A. La gestion aristocratique
La nomination des membres de l'Administration de mission et le
recrutement de son personnel est quasiment discrétionnaire au Burundi,
comme ailleurs. Or, il s'agit des organismes où les tâches sont
à la fois les plus exaltantes et les mieux
rémunérées; et par conséquent, ce sont les emplois
les plus recherchés du secteur public qui sont ceux pour lesquels la
sélection se fait dans les conditions les plus proches de
l'arbitraire66. De même, les règles de gestion des
crédits qui leur sont alloués ne sont pas fixées de
manière précise et détaillée par les textes
créateurs. Le plus souvent, ceux-ci habilitent les administrations de
mission de le faire elles-memes, l'autorité étatique se
contentant d'un contrôle a posteriori67.
65 H. DEROCHE, op .cit., p.197
66 C. DEBBASCH, op. cit., p.443
67 Voir infra, pp. 65-68
Dès lors, il se crée, au sein de
l'Administration Publique, une «aristocratie» qui fait que les agents
les plus dynamiques et les plus entreprenants et surtout ceux qui ont les
meilleures relations se dirigent vers elle. Cette « aristocratisation
» de l'Administration, loin de susciter l'émulation, peut augmenter
la sclérose de l'Administration de gestion ainsi que l'amertume des
agents qui la composent. D'où la mésintelligence et les conflits
qui surgissent quelques fois entre les deux types d'Administration.

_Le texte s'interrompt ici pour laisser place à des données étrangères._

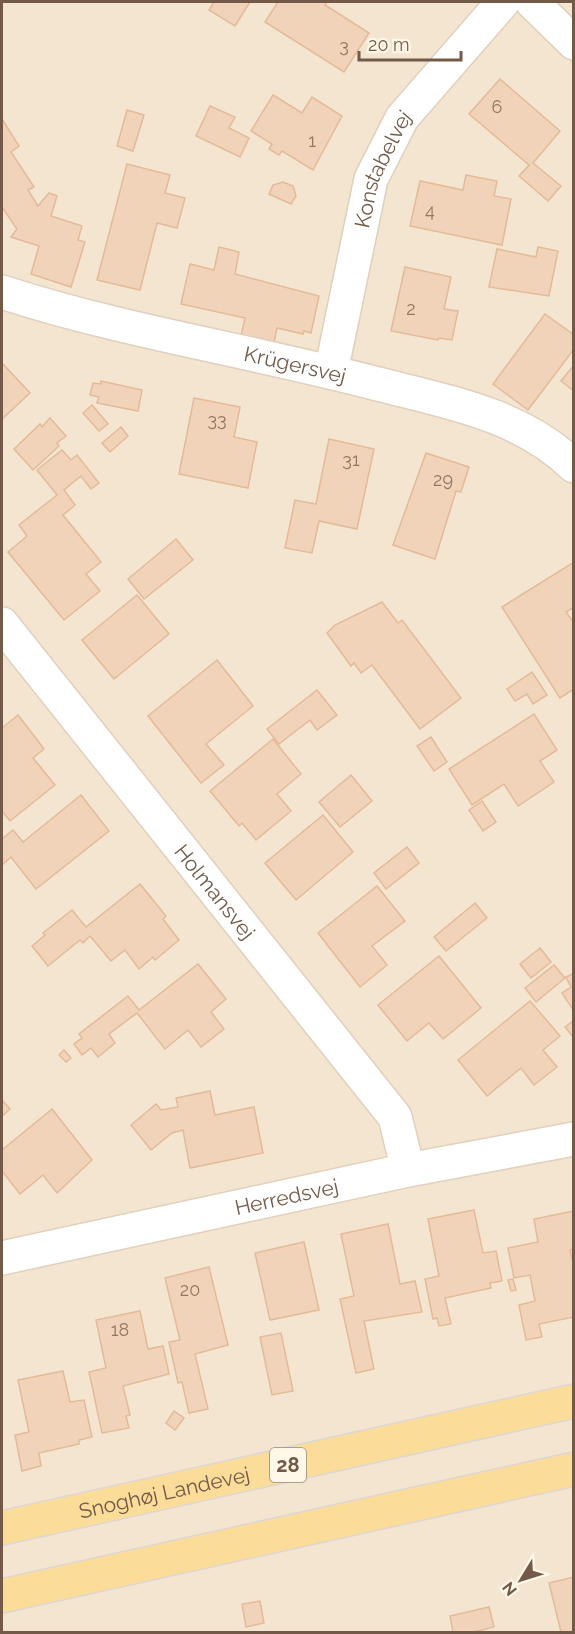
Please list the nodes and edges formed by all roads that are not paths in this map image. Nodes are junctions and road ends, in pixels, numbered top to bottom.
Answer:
1 (503, 2) edge
2 (532, 2) edge
3 (573, 43) edge
4 (2, 292) edge
5 (331, 372) junction
6 (573, 466) edge
7 (2, 624) edge
8 (573, 1139) edge
9 (408, 1170) junction
10 (2, 1258) edge
11 (573, 1401) edge
12 (573, 1469) edge
13 (2, 1528) edge
14 (2, 1596) edge

1 - 5 street, Konstabelvej
2 - 3 street
4 - 5 street, Krügersvej
5 - 6 street, Krügersvej
7 - 9 street, Holmansvej
8 - 9 street, Herredsvej
9 - 10 street, Herredsvej
11 - 13 main road, Snoghøj Landevej / 28
12 - 14 main road

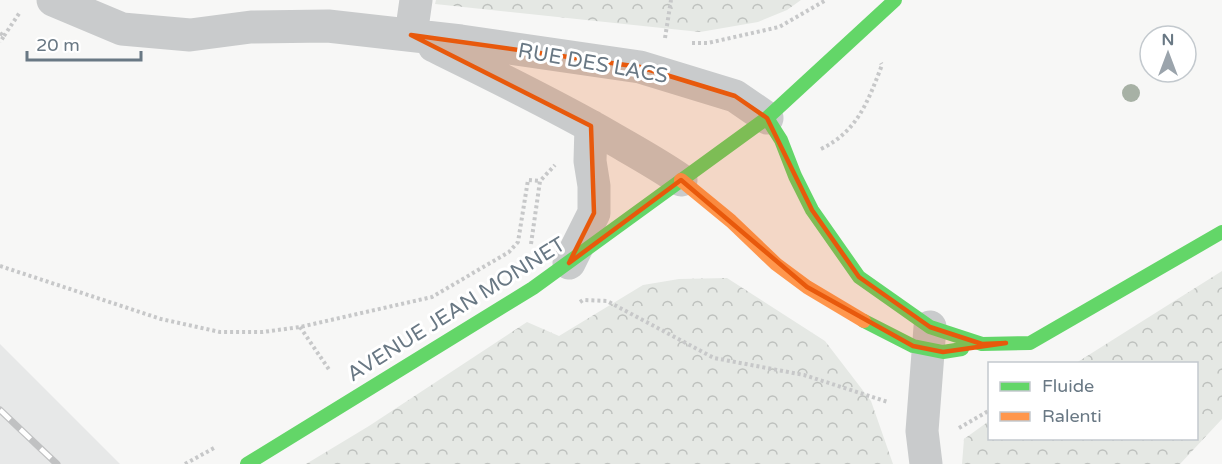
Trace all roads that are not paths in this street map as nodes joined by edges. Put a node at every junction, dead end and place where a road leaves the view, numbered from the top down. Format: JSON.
{"nodes":[{"id":1,"x":416,"y":0,"type":"edge"},
{"id":2,"x":895,"y":0,"type":"edge"},
{"id":3,"x":38,"y":4,"type":"edge"},
{"id":4,"x":411,"y":35,"type":"junction"},
{"id":5,"x":767,"y":118,"type":"junction"},
{"id":6,"x":591,"y":126,"type":"junction"},
{"id":7,"x":681,"y":180,"type":"junction"},
{"id":8,"x":1222,"y":232,"type":"edge"},
{"id":9,"x":569,"y":263,"type":"junction"},
{"id":10,"x":929,"y":338,"type":"junction"},
{"id":11,"x":1006,"y":343,"type":"junction"},
{"id":12,"x":247,"y":464,"type":"edge"},
{"id":13,"x":926,"y":464,"type":"edge"}],
"edges":[{"from":1,"to":4,"type":"street"},
{"from":2,"to":5,"type":"street","name":"AVENUE JEAN MONNET"},
{"from":3,"to":4,"type":"street","name":"RUE DES LACS"},
{"from":4,"to":5,"type":"street","name":"RUE DES LACS"},
{"from":4,"to":6,"type":"street","name":"RUE DES LACS"},
{"from":5,"to":7,"type":"street","name":"AVENUE JEAN MONNET"},
{"from":5,"to":10,"type":"street"},
{"from":6,"to":7,"type":"street","name":"RUE DES LACS"},
{"from":6,"to":9,"type":"street"},
{"from":7,"to":9,"type":"street","name":"AVENUE JEAN MONNET"},
{"from":7,"to":10,"type":"street"},
{"from":8,"to":11,"type":"street"},
{"from":9,"to":12,"type":"street","name":"AVENUE JEAN MONNET"},
{"from":10,"to":11,"type":"street"},
{"from":10,"to":11,"type":"street"},
{"from":10,"to":13,"type":"street"}]}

B. Le dépassement du cadre initial
L'Administration de mission dont la création devrait
rester exceptionnelle, est en passe de se généraliser de
façon incontrôlée. Ceci pose le problème du suivi
des institutions de coordination et on peut se demander si l'esprit de mission
ne perd pas sa raison d'être dès lors que chacun est devenu
«missionnaire»68. On doit également remarquer que
l'Administration de mission participe du mouvement vers les
démembrements69 de l'Administration dénoncée
par la Cour des comptes française. De même,
l'ambiguïté de la formule d'Administration de mission notamment
quant à la généralité et à la permanence de
l'objet et au caractère indéfini de la durée pour
certaines structures créées, entraîne le dépassement
du cadre initial ou du schéma de l'administration de mission-type.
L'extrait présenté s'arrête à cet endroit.